Conhecido como “Bando do Minotauro”, grupo agia com violência em bairros de alto padrão da Zona Sul e usava Paraisópolis como base logística

Redação Publicado em 09/02/2026, às 10h40
Três homens foram presos em São Paulo, suspeitos de integrar o 'Bando do Minotauro', uma quadrilha responsável por roubos violentos a mansões no Morumbi, com foco em residências de alto padrão e agressões a vítimas, incluindo idosos e crianças.

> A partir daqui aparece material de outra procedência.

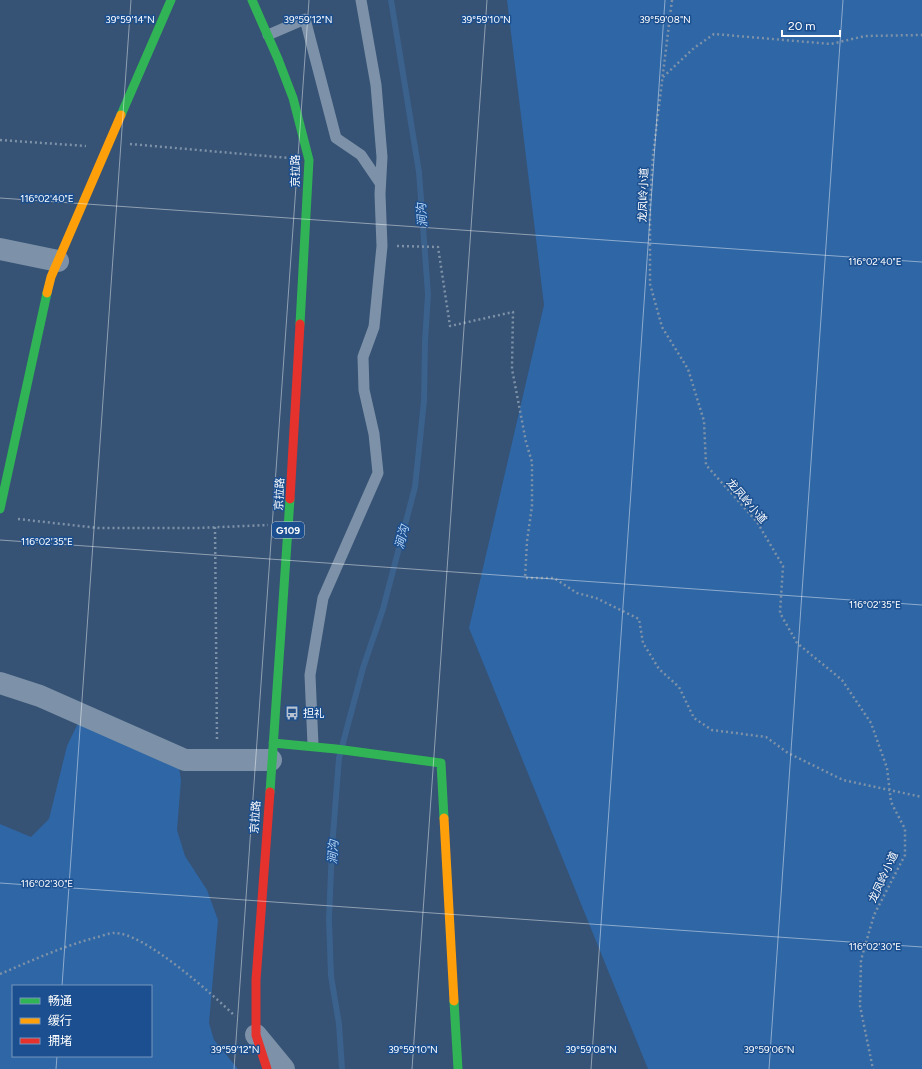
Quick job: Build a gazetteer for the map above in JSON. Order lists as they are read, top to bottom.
{
  "streets": {
    "main road": ["京拉路", "G109"],
    "path": ["龙凤岭小道"]
  },
  "water": ["涧沟"],
  "places": {
    "bus stop": ["担礼"]
  },
  "legend": ["畅通", "缓行", "拥堵"],
  "scale_bar": "20 m",
  "coordinates": [
    "39°59'14\"N",
    "39°59'12\"N",
    "39°59'10\"N",
    "39°59'08\"N",
    "116°02'40\"E",
    "116°02'35\"E",
    "116°02'30\"E",
    "39°59'06\"N"
  ]
}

A polícia monitorava o grupo desde o ano passado, que realizava invasões rápidas e violentas em bairros nobres, utilizando a proximidade com a comunidade de Paraisópolis para planejar e escapar após os crimes.
Durante a operação, foram apreendidas armas, veículos roubados e uma motocicleta, enquanto as investigações prosseguem para identificar outros membros da quadrilha e receptadores dos bens furtados.
A Polícia Civil de São Paulo prendeu, na manhã desta segunda-feira (9), três homens suspeitos de integrar uma quadrilha especializada em roubos a mansões no Morumbi, Zona Sul da capital. O grupo ficou conhecido como “Bando do Minotauro” e é investigado por invadir residências de alto padrão com extrema violência, incluindo agressões a idosos e crianças.
As prisões ocorreram durante uma operação do Departamento Estadual de Investigações Criminais (Deic), realizada na comunidade de Paraisópolis, apontada pela investigação como base do grupo para planejamento e fuga após os crimes.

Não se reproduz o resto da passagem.